» **BRIEF**
Copy out each line of the listing below in which the string "that" occurs.

» **STORED DATA**
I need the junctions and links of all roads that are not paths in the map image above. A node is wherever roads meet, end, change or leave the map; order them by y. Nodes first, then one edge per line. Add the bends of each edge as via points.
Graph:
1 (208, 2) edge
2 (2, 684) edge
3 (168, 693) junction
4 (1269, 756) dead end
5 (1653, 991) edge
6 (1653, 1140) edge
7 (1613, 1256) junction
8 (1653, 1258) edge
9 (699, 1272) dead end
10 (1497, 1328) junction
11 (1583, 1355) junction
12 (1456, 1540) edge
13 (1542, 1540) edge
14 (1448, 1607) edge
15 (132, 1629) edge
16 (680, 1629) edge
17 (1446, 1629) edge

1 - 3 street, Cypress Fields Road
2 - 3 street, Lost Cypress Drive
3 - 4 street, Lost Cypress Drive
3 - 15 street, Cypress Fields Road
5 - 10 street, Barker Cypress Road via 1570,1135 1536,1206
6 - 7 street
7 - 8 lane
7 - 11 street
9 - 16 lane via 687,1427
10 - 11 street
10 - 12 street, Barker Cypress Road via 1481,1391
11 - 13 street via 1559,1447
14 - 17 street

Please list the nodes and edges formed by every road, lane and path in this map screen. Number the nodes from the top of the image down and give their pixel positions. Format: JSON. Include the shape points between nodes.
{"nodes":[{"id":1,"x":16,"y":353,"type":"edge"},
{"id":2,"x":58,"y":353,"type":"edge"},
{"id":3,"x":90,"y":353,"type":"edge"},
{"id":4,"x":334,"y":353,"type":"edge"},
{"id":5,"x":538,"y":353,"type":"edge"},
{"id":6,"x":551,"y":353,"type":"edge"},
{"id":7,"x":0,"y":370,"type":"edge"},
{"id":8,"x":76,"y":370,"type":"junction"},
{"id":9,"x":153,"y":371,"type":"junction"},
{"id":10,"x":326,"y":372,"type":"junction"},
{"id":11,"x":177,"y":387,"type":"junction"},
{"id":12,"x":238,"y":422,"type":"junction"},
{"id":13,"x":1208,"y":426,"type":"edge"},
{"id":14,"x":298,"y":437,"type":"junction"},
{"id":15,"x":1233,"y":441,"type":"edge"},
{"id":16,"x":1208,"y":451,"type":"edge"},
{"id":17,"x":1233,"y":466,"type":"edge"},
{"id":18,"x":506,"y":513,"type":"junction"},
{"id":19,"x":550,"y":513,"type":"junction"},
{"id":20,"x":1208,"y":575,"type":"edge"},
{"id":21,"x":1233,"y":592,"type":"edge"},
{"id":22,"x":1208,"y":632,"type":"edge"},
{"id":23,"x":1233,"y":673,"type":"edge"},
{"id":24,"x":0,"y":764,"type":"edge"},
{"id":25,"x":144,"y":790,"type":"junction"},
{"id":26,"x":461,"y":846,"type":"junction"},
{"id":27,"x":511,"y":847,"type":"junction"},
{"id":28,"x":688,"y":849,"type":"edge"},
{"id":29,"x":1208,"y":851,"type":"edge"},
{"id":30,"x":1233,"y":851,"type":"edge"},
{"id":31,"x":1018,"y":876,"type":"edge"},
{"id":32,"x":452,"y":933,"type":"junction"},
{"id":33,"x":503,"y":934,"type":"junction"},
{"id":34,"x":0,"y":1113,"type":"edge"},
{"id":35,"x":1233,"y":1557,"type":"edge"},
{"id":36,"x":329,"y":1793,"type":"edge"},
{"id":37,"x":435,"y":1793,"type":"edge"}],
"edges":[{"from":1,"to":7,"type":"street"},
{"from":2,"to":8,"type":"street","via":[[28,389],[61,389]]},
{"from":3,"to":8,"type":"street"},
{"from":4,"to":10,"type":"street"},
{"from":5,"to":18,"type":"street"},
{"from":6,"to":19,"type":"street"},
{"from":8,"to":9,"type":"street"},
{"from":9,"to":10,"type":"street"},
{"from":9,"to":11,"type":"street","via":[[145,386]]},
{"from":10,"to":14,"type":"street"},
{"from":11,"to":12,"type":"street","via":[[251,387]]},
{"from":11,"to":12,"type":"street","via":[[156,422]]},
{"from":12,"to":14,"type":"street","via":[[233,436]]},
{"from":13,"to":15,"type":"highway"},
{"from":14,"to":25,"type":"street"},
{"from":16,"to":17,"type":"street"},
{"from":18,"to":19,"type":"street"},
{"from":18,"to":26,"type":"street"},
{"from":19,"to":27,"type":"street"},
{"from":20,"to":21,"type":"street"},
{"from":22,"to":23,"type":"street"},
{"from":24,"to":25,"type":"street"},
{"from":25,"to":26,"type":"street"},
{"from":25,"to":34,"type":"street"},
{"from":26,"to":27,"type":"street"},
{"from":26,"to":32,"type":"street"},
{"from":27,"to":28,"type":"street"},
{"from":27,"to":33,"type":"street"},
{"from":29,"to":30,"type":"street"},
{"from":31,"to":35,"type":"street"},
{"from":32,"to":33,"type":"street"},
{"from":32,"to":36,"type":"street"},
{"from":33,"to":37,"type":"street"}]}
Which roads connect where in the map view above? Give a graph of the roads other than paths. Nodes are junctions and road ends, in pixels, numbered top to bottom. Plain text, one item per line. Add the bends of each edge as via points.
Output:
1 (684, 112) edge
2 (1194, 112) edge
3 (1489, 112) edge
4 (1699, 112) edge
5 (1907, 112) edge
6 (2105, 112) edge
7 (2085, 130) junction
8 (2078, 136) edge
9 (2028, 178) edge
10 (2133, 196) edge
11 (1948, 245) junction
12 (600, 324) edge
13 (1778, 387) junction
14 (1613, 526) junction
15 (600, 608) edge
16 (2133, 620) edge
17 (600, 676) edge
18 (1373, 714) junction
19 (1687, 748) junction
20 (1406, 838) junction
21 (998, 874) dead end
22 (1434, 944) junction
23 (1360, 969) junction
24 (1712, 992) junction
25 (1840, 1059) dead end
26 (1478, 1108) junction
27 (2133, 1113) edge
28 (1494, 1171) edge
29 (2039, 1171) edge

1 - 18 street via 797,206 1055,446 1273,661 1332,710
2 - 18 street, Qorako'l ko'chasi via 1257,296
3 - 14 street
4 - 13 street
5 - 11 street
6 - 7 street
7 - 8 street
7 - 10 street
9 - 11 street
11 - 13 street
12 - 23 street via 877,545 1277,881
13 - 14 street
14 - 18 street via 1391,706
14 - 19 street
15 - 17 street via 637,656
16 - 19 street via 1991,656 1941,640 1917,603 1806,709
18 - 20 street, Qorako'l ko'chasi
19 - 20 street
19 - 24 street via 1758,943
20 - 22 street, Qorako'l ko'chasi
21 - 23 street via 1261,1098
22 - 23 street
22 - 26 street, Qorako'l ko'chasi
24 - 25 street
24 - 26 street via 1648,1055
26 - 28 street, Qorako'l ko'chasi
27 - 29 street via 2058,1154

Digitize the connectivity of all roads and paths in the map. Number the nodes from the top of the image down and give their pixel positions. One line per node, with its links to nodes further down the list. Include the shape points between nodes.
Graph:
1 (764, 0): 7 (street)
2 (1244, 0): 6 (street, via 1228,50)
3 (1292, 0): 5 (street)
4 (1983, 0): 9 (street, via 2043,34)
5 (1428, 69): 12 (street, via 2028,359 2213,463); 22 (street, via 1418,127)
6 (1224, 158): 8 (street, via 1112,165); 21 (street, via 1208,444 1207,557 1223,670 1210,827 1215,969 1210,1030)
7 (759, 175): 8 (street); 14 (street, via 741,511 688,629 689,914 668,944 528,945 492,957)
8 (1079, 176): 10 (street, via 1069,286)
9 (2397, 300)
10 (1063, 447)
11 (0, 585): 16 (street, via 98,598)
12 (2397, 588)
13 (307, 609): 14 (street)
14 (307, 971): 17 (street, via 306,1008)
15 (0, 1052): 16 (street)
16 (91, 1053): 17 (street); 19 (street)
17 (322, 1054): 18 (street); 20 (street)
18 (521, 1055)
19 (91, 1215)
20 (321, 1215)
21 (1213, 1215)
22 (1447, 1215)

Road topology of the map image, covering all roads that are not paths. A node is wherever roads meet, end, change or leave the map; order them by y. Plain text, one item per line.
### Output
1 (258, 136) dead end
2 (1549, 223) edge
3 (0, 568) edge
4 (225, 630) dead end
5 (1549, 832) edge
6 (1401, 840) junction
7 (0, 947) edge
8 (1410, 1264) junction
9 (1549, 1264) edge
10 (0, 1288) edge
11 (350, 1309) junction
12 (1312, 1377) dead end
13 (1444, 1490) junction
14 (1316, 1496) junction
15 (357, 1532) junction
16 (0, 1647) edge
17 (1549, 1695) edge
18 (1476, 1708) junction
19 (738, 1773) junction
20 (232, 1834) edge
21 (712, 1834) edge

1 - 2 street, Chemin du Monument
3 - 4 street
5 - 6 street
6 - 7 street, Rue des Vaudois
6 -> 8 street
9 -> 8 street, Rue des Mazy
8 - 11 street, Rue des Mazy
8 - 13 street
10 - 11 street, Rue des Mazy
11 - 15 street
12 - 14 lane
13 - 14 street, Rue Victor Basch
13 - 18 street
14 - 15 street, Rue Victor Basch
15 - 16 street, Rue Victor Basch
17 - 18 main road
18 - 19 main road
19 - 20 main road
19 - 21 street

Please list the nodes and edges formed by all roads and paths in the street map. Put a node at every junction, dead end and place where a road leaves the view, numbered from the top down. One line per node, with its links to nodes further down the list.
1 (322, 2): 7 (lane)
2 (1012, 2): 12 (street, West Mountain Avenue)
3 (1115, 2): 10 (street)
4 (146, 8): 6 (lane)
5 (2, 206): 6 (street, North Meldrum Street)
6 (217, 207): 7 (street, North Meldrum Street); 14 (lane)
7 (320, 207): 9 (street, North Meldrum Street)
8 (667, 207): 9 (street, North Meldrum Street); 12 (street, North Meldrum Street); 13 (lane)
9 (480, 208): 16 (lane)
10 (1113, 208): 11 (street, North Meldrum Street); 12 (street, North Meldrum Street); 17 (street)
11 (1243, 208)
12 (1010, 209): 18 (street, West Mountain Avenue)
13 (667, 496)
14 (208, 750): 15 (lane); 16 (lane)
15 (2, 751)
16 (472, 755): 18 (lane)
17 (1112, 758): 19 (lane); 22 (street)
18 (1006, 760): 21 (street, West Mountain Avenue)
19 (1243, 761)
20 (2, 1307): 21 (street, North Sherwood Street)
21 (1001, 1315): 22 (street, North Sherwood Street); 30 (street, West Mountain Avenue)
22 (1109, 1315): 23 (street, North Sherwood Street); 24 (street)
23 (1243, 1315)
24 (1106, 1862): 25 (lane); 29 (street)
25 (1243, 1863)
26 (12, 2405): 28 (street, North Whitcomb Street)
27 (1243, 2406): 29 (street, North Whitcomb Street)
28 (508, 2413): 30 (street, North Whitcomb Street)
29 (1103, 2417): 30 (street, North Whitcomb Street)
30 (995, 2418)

» **TASK SOLUTION**
I need the junctions and links of all roads that are not paths in the map image above. A node is wherever roads meet, end, change or leave the map; order them by y. Nodes first, then one edge per line. Add the bends of each edge as via points.
Road topology of the map image, covering all roads that are not paths. A node is wherever roads meet, end, change or leave the map; order them by y. Plain text, one item per line.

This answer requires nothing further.